The problem is that *not* censuring or *not* awarding prizes are also evaluative acts, about which determinism and the absolute perspective have nothing to say. And I believe that no-one, not even JC himself, can escape the human perspective. When he loads derision and sarcasm on other contributors' arguments, he is acting as if they had a choice in what they believed. There can be no fools in the abolute perpective, as there can be no criminals.
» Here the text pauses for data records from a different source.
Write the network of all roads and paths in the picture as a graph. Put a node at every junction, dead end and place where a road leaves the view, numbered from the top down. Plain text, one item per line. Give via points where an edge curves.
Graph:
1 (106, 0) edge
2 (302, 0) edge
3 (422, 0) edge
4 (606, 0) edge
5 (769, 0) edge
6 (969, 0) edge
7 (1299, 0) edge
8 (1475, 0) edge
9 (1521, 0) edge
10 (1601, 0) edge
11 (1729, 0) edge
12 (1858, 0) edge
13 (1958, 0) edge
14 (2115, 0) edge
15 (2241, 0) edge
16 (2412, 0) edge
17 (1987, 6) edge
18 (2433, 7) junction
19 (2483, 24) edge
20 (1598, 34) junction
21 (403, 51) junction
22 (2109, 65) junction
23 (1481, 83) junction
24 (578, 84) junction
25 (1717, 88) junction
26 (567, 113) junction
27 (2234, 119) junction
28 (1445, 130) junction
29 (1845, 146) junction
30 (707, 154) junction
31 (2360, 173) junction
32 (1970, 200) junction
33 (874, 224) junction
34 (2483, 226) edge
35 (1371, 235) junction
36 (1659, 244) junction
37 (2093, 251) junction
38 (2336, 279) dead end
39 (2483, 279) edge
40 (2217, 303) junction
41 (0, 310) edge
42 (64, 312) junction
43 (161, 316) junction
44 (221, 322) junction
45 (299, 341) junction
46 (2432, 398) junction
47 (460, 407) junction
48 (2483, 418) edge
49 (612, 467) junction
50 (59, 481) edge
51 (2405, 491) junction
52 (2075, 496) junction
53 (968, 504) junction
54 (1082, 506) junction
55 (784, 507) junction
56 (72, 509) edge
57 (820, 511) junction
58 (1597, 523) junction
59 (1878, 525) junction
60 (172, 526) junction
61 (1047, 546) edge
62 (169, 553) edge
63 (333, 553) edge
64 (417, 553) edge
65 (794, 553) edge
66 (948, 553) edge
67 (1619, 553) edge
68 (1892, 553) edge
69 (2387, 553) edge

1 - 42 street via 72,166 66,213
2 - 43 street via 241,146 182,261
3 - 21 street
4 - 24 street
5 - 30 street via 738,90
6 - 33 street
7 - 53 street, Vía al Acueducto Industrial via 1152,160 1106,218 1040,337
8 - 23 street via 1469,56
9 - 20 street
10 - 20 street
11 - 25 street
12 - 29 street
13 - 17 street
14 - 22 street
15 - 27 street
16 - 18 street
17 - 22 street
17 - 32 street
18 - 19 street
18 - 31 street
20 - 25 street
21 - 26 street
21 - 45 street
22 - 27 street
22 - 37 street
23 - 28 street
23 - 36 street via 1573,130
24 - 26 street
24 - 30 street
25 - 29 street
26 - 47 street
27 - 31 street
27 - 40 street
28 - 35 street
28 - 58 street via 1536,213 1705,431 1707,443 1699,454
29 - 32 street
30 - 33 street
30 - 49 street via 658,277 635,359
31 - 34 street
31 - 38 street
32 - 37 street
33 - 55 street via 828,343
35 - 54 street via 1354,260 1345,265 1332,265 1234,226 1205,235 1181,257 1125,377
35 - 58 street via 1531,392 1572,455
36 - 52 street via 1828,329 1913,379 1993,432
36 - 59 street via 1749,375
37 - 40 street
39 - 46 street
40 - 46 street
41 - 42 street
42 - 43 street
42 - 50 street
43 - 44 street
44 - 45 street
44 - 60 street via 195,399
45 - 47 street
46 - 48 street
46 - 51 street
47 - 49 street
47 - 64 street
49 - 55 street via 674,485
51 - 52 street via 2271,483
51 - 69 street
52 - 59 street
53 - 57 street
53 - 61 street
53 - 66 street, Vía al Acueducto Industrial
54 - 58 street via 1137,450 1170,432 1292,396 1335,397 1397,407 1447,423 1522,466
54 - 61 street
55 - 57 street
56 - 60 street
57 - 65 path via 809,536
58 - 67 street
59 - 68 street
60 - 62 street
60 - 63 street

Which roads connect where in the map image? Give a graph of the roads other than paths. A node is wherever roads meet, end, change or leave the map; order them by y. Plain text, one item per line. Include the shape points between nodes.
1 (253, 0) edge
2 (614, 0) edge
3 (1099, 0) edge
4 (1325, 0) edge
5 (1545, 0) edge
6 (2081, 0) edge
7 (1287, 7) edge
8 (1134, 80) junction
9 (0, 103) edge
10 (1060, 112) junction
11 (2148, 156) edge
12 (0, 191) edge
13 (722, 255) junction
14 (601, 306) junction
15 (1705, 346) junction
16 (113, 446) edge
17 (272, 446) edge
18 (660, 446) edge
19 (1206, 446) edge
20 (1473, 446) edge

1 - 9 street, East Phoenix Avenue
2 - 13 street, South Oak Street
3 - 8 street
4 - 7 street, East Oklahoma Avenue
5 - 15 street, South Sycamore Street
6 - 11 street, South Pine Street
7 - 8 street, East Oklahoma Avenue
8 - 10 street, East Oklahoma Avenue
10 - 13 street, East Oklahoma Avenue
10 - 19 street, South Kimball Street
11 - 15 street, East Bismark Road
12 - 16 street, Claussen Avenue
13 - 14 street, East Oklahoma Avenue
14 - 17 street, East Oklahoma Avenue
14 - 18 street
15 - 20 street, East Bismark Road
On 5/12/2012 6:48 PM, Pierz wrote:
> I remember a kid back in secondary school saying to me that if everything was determined - as seemed inevitable to him from his understanding of physics - then you might as well give up and despair, since that was inevitable anyway! I tried to explain that this was a confusion of levels between the absolute and the relative, the same point that Bruno is making. From an absolute perspective, we may be completely determined (or partially random, it makes no difference essentially), from *inside* that system, our best way of acting is *as if* free will/responsibility etc were real. Obviously, if I act as if determinism was not a cause for despair, my life is going to look a lot better than if I did, and seeing as the absolute determinism of things does not tell me which way to decide the issue, I'm forced to use my relative local wisdom to decide on the former.
>
> John Clarke seems to be saying that the law is an ass, not because of human-level failures of reasoning/justice etc, but because the criminal was predestined to act the way s/he did, or behaved randomly, and in either case no reponsibility can be assigned.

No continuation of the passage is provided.